The reducer folds the eight bars to a single 3.6098; the twin warms up for window - 1 bars, then re-evaluates the same ratio over each trailing window of four.

Downside risk, not total volatility

The Sharpe Ratio punishes a big up-move exactly as hard as a big down-move — but no one complains about the upside. sortino_ratio divides by the downside deviation only, so a strategy with violent gains and mild losses scores far higher than its Sharpe Ratio lets on.

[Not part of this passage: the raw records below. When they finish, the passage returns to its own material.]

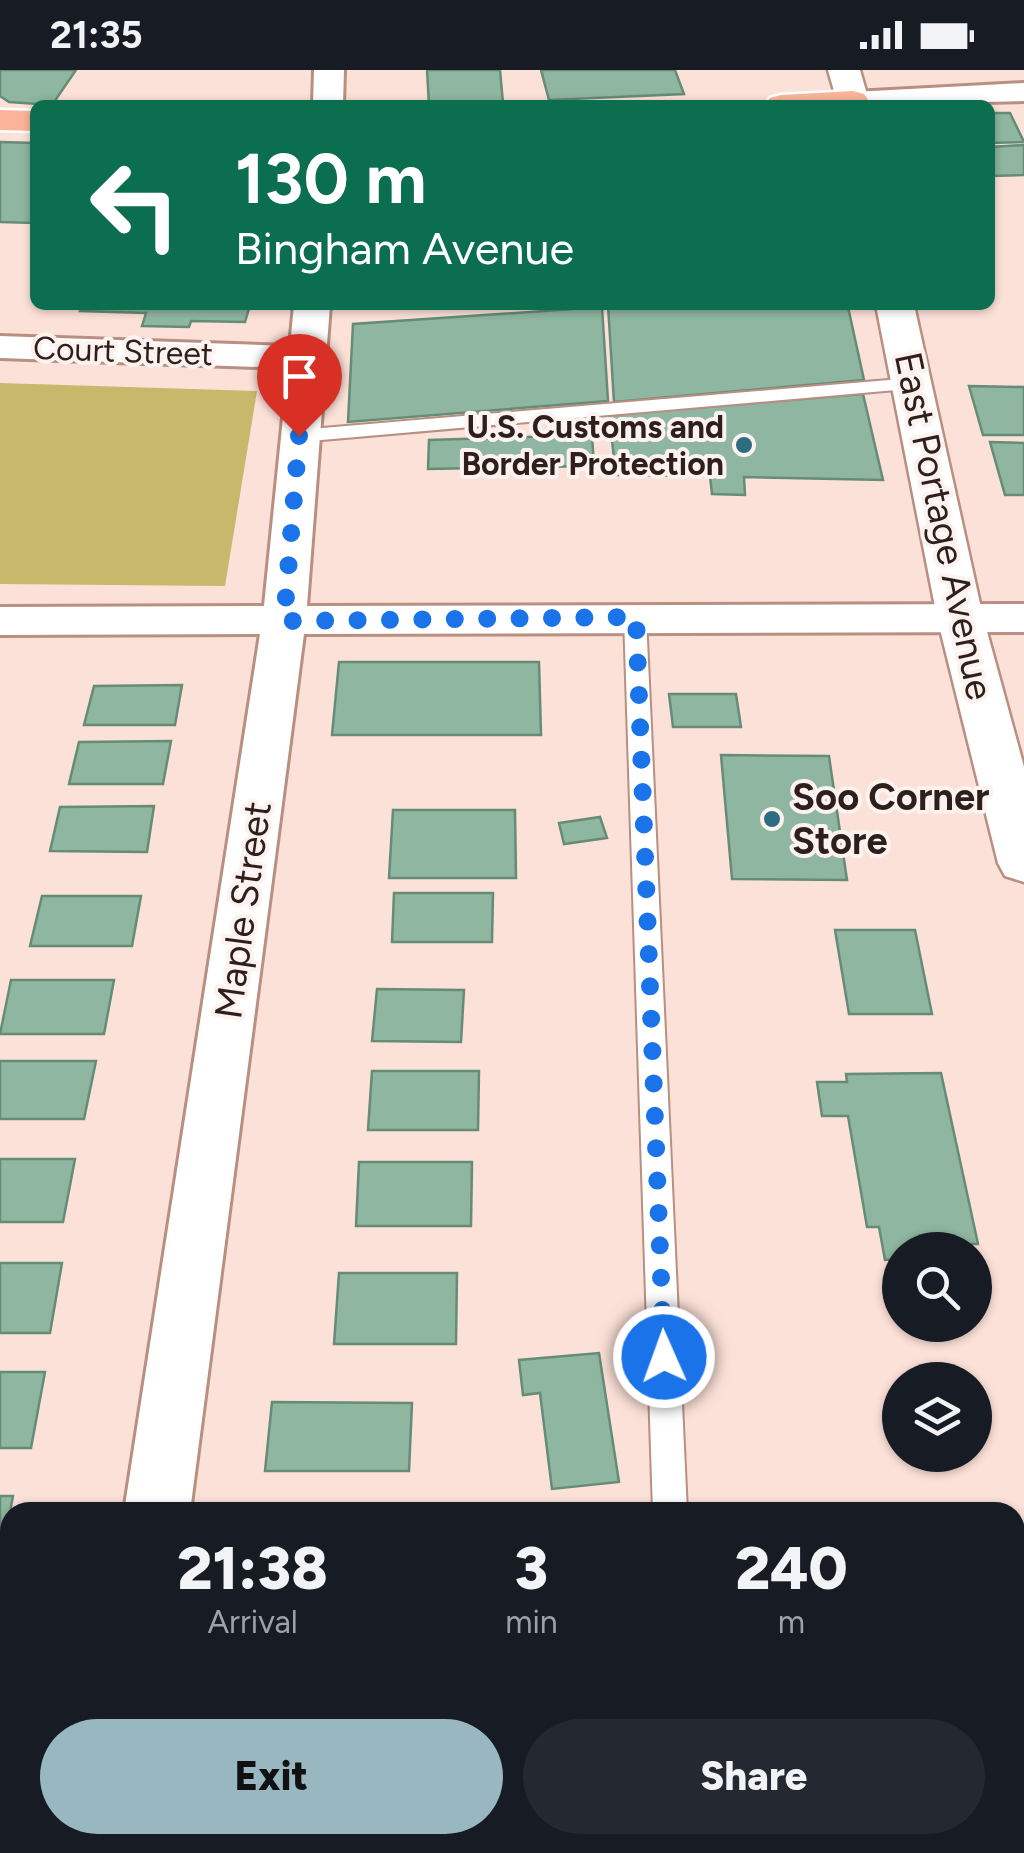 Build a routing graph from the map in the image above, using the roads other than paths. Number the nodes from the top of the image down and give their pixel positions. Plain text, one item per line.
1 (328, 70) edge
2 (844, 70) edge
3 (1024, 92) edge
4 (328, 100) edge
5 (853, 100) edge
6 (900, 100) edge
7 (0, 120) edge
8 (30, 121) edge
9 (311, 310) edge
10 (896, 310) edge
11 (0, 347) edge
12 (306, 358) junction
13 (912, 384) junction
14 (299, 436) junction
15 (636, 617) junction
16 (960, 618) junction
17 (1024, 618) edge
18 (0, 621) edge
19 (284, 621) junction
20 (1024, 864) edge
21 (158, 1502) edge
22 (670, 1502) edge

1 - 4 street
2 - 5 main road
3 - 6 street
7 - 8 main road
9 - 12 street, Maple Street
10 - 13 main road, East Portage Avenue
11 - 12 street, Court Street
12 - 14 street, Maple Street
13 - 14 lane
13 - 16 main road, East Portage Avenue
14 - 19 street, Maple Street
15 - 16 street
15 - 19 street
15 - 22 lane
16 - 17 street
16 - 20 main road, East Portage Avenue
18 - 19 street
19 - 21 street, Maple Street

>>> from pomata.metrics import sortino_ratio
>>>
>>> frame = pl.DataFrame({"returns": [0.05, -0.01, 0.06, -0.012, 0.04, -0.008, 0.05, -0.01]})
>>> frame.select(sharpe_ratio(pl.col("returns"), periods_per_year=252).round(4)).item()
9.7595
>>> frame.select(sortino_ratio(pl.col("returns"), periods_per_year=252).round(4)).item()
44.4575

The large upside swings inflate the Sharpe Ratio denominator but never touch the Sortino Ratio one — so the Sortino Ratio, blind to harmless volatility, lands far above the Sharpe Ratio.